Study material »
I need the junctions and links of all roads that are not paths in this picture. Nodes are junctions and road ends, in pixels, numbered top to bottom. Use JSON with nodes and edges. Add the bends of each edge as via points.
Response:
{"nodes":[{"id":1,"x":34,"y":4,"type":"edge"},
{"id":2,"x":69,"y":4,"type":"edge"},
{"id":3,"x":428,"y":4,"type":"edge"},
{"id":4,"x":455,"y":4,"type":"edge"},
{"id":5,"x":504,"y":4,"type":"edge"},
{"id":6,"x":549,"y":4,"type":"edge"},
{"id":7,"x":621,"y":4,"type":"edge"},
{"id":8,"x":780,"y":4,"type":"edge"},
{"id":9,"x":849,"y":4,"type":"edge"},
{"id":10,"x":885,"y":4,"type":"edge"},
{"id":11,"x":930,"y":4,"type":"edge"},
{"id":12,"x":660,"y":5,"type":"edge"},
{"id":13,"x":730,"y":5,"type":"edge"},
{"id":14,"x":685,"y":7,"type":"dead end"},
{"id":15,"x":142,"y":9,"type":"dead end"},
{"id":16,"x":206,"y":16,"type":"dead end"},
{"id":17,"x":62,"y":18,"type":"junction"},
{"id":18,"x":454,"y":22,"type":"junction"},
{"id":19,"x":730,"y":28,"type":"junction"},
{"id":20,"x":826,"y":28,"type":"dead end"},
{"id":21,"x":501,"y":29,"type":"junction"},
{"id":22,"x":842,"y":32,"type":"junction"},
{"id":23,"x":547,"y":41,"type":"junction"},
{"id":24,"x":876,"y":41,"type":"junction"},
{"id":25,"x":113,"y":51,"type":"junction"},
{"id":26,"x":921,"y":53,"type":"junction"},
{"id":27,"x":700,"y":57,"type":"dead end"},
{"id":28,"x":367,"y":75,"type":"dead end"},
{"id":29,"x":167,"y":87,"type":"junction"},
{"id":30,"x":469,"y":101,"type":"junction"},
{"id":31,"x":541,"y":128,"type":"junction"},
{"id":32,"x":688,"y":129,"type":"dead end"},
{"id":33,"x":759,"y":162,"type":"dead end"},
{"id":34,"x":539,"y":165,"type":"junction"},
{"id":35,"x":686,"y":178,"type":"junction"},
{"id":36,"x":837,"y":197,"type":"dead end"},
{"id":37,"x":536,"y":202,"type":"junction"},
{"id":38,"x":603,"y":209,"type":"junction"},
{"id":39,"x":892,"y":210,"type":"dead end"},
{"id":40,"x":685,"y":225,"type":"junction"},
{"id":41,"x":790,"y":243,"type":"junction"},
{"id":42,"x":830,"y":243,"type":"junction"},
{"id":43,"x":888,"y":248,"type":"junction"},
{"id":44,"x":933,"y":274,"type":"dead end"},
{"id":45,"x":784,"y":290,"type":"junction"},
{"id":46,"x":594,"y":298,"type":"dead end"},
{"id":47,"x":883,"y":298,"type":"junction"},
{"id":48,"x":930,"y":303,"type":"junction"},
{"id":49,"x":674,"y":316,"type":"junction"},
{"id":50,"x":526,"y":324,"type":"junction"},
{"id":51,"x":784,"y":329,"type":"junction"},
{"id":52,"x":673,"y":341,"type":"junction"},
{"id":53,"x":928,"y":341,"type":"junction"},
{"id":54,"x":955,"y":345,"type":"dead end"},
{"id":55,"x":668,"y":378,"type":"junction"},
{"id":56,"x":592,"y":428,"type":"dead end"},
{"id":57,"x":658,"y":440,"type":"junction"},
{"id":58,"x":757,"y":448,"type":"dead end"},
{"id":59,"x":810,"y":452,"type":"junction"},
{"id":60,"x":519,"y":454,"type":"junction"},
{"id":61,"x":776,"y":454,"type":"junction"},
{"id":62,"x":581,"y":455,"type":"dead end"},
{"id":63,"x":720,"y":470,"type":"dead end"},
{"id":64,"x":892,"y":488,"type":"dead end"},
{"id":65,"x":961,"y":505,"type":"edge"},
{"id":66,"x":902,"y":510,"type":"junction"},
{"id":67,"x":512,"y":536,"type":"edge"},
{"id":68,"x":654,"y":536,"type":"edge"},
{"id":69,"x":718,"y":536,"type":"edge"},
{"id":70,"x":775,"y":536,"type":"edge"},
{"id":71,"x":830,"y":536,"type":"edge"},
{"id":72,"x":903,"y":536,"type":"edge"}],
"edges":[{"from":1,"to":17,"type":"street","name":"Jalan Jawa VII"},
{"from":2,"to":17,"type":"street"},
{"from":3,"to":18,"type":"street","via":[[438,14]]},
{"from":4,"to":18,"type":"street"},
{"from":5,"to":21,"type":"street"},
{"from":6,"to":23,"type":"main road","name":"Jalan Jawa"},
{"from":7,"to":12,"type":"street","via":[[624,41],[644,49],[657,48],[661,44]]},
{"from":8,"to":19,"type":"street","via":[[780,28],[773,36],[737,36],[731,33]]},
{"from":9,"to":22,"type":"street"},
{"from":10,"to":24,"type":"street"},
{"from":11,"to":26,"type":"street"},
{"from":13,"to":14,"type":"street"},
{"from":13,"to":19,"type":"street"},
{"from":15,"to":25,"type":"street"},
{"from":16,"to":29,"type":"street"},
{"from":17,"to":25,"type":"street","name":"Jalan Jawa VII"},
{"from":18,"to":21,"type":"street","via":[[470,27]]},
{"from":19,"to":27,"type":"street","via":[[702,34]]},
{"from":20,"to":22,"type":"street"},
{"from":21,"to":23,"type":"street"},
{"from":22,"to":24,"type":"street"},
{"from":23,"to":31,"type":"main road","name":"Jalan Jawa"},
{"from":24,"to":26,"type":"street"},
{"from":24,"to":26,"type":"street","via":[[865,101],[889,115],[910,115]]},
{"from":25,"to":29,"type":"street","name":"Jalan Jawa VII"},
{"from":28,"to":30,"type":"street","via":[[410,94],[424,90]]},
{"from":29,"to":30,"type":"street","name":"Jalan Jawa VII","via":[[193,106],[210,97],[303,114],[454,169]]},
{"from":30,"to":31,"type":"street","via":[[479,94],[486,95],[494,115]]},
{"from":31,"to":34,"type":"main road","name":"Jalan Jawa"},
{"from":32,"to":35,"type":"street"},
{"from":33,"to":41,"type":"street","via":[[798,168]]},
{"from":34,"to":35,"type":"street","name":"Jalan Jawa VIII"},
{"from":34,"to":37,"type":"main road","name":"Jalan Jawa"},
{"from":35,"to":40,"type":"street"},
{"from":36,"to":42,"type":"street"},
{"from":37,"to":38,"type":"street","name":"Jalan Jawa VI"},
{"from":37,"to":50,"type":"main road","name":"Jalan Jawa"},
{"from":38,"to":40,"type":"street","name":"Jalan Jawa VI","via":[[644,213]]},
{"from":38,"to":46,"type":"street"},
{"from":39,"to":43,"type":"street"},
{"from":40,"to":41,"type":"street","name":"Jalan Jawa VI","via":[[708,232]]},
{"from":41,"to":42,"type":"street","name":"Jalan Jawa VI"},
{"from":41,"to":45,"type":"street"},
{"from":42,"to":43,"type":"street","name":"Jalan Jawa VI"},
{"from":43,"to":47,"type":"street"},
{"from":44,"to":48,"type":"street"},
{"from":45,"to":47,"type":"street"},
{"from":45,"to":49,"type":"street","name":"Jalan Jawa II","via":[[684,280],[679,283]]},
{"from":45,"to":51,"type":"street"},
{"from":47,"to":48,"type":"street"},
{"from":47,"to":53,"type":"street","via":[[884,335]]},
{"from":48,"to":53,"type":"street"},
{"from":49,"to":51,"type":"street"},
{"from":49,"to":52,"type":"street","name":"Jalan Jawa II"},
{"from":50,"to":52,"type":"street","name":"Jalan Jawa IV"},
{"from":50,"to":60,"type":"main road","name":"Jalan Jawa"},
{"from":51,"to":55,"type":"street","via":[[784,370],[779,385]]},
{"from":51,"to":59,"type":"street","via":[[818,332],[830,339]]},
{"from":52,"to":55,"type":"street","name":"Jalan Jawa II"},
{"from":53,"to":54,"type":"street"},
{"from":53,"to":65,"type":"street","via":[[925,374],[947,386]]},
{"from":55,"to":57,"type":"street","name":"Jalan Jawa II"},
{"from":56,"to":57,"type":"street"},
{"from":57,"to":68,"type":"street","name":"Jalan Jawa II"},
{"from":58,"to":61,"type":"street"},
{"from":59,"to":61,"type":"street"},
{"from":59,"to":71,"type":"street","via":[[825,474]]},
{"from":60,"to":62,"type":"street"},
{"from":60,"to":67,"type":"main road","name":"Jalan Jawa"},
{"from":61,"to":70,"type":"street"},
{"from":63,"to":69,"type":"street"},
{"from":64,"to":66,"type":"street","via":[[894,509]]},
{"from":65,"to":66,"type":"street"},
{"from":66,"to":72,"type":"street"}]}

Task to complete » Scan the data above and copy each line containing the word "road".

Worked solution »
I need the junctions and links of all roads that are not paths in this picture. Nodes are junctions and road ends, in pixels, numbered top to bottom. Use JSON with nodes and edges. Add the bends of each edge as via points.
{"from":6,"to":23,"type":"main road","name":"Jalan Jawa"},
{"from":23,"to":31,"type":"main road","name":"Jalan Jawa"},
{"from":31,"to":34,"type":"main road","name":"Jalan Jawa"},
{"from":34,"to":37,"type":"main road","name":"Jalan Jawa"},
{"from":37,"to":50,"type":"main road","name":"Jalan Jawa"},
{"from":50,"to":60,"type":"main road","name":"Jalan Jawa"},
{"from":60,"to":67,"type":"main road","name":"Jalan Jawa"},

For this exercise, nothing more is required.